Once again I find that life gets in the way of the things that I want to do, like writing for instance. Of course I had no intention of getting so distracted but it happened anyway. There is always an element of opportunity in these things; however, you just have to be canny enough to spot it when it is there.
I think that the subject that I perceived in my diversion is one worth writing about simply because it impacts upon myself; disability. I have never hidden the fact that I am disabled, although when I was in my teens I desperately wanted to be ‘normal’; teenage angst and all that. I have impaired mobility; I walk with a stick and require leg splints fitted into custom made ‘monster’ boots. I have undergone more surgical procedures than I can remember and as if the deformity in my feet was not enough I have a rare muscle condition that requires me to use a heart drug just so that my muscles can relax in an almost normal fashion. However, this blog post is not really about me, it is about how other people perceive and treat the disabled.
Despite my mobility problems, or even maybe because of them, I have been a traveller. I am not exactly in the same class as Michael Palin, perhaps, but I have been around a lot of Europe, a bit of Asia (Turkey), and just recently I got close to Western Africa with a trip to the Canary Island of Tenerife. This was an impromptu winter holiday dreamt up by my wife.

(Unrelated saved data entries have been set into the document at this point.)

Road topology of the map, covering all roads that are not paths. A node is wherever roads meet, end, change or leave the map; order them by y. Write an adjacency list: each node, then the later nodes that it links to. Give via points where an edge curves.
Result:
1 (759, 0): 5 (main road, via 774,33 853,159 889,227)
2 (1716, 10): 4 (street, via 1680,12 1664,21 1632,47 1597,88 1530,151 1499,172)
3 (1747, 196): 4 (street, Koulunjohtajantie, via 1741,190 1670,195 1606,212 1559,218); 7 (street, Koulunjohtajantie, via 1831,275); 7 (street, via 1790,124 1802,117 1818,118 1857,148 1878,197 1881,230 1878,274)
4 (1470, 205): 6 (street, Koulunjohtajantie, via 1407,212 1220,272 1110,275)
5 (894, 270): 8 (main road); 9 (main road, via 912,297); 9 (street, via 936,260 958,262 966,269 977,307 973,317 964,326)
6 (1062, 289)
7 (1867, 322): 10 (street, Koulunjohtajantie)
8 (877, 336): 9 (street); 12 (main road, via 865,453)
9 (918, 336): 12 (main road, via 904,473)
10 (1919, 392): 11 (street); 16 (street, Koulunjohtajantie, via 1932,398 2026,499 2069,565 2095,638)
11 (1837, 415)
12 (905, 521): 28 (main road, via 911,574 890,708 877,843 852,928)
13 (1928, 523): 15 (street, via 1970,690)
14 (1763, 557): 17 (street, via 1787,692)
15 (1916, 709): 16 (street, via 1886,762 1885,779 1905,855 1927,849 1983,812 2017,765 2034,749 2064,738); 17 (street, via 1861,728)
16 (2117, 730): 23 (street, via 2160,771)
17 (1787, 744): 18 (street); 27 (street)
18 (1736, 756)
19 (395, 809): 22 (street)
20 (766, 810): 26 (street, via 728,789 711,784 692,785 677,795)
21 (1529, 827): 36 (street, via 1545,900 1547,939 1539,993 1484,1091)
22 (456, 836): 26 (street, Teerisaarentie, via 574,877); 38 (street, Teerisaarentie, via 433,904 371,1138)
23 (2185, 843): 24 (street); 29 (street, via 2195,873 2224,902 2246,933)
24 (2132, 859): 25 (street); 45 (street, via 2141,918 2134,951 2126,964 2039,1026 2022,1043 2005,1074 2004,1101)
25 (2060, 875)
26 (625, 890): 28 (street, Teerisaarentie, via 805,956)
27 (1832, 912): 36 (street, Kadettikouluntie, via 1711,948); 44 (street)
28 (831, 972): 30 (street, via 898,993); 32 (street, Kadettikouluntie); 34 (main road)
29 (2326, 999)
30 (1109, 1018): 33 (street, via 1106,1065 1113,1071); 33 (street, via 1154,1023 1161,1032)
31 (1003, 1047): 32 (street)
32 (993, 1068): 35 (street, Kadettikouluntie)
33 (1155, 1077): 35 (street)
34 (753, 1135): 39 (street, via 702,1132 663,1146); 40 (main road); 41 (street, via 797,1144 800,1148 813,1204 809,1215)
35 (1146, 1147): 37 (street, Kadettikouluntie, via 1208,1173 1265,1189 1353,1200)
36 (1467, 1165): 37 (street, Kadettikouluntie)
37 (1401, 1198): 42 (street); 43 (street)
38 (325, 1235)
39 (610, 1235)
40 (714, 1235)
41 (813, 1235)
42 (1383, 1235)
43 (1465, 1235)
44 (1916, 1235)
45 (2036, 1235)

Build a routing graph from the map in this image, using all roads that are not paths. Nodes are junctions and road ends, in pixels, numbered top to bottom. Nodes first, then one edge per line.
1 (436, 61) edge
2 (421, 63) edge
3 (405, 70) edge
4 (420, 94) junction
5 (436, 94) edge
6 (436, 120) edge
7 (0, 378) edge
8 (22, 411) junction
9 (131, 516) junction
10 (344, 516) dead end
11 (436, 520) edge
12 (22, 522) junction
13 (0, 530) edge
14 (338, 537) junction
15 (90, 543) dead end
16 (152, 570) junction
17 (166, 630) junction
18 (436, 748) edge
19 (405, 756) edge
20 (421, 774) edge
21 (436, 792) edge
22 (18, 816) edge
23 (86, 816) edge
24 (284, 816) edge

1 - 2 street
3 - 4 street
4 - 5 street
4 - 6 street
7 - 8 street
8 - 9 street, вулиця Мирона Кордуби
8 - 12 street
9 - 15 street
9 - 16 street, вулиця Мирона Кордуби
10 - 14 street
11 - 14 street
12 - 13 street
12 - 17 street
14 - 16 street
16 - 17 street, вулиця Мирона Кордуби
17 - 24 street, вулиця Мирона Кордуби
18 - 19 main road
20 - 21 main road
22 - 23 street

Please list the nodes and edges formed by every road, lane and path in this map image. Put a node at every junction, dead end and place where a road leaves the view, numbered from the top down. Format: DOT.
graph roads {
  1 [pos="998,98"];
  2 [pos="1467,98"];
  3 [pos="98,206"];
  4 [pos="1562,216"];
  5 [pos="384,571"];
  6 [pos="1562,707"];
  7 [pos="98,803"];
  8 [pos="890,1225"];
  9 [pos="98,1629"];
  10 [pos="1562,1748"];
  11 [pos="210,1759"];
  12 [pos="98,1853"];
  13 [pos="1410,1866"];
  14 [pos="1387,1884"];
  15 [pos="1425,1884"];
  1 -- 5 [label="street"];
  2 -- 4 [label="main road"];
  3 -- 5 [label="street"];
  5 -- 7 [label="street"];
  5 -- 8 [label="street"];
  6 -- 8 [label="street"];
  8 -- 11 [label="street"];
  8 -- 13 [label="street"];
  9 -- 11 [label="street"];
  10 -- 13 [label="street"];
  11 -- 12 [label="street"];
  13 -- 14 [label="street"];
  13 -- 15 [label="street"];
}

We stayed in the Los Christianos in the south of the island, in the Castle Harbour apartments, without a castle in sight and nowhere near the harbour. Although our apartment was situated at the top of a noticeable incline generally Los Christianos boasted some very level and smooth pavements with dropped kerbs for pushchairs, wheelchairs, and disability scooters. Indeed, there seemed to be more of the latter than anything else but then the Canary Islands have become a popular retirement destination for all manner of people from Europe.
Even with my own disability I found Los Christianos one of the easier resorts to get around. The local people were mostly friendly and accommodating. The only expression of resentment that I encountered was on the return journey home .We found ourselves stood near the front of the check in desk at the airport. While we waited for the desk to open, some 50 minutes later than it should have, several passengers in wheelchairs were wheeled to the front. This is not unique. I have seen it before, but several of the passengers stood in line behind us started to nosily voice their discontent. Basically they objected to people in wheelchairs being given preferential treatment.
I have heard this kind of thing before. People today seem to assume that anyone who is disabled gets everything given to them. I suppose this presumption comes from 5 years under the ConDem government who attacked the disabled during the last Parliament, using a very condemning newspaper campaign to rob the disabled of any public sympathy in respect of the government significantly reducing disability benefits. Unsurprisingly hate crime against the disabled went up during this period as well. Regardless of what the truth of the matter is generally the disabled earn less, pay more, and are treated worse than most other people.
I know this to be true and here’s an example. I decided to learn to drive and applied for a provisional licence, instead of 6 weeks it took 9 months even though I had paid the same amount as an able bodied person. I then had to pay another £80 to be assessed as not only fit to drive but also what adaptations I might need to operate the car. When it came to buying my car I had to pay £1,800 on top of the price to have the car adapted. There are no grants or handouts of public money for this extra fee. I also had the choice of only 1 instructor for lessons as well. When I felt ready to take my driving test I had to wait 3 months because I am a disabled driver and the testing authority has to allot 2 periods to my test so that the examiner can complete extra paperwork afterwards (so the authority told me on the telephone). If I had been able bodied I would have had to wait only 3 weeks.
To go back to the passengers in wheelchairs there is a reason why they go to the front of the queue, the airlines like to get them seated first for safety considerations, it is not preferential treatment. The downside to this is that their wheelchairs are stowed away first so they often have to wait until last to leave the plane after it has landed. It is not uncommon for them to be left in an area on their own until a security person comes to collect them.
There are no advantages to being disabled. I have spent time in a wheelchair but fortunately I am at a point in my life where I am able to get about almost on my own. Yes, my legs hurt when I am stood for too long or walk too far, and my muscles are weaker than they should be and stiffen up all too quickly, but I can get on and off aeroplanes more or less on my own. I have also been denied job opportunities simply because I am disabled, and I have also spent an inordinate amount of time in hospital. Pain is companion throughout my life, one I wish that I did not have.
I suppose the point of all this is one of perception. It might sometimes seem that the disabled get some preferential treatment but before judging it is always worthwhile stopping and thinking about the situation; would you really like to be at the front of the queue even if it meant that you had to be so disabled that you needed to use a wheelchair? If people knew more about the other aspects of life that the disabled miss out on then perhaps they would be less inclined to begrudge them the odd occasion when the do get a little consideration.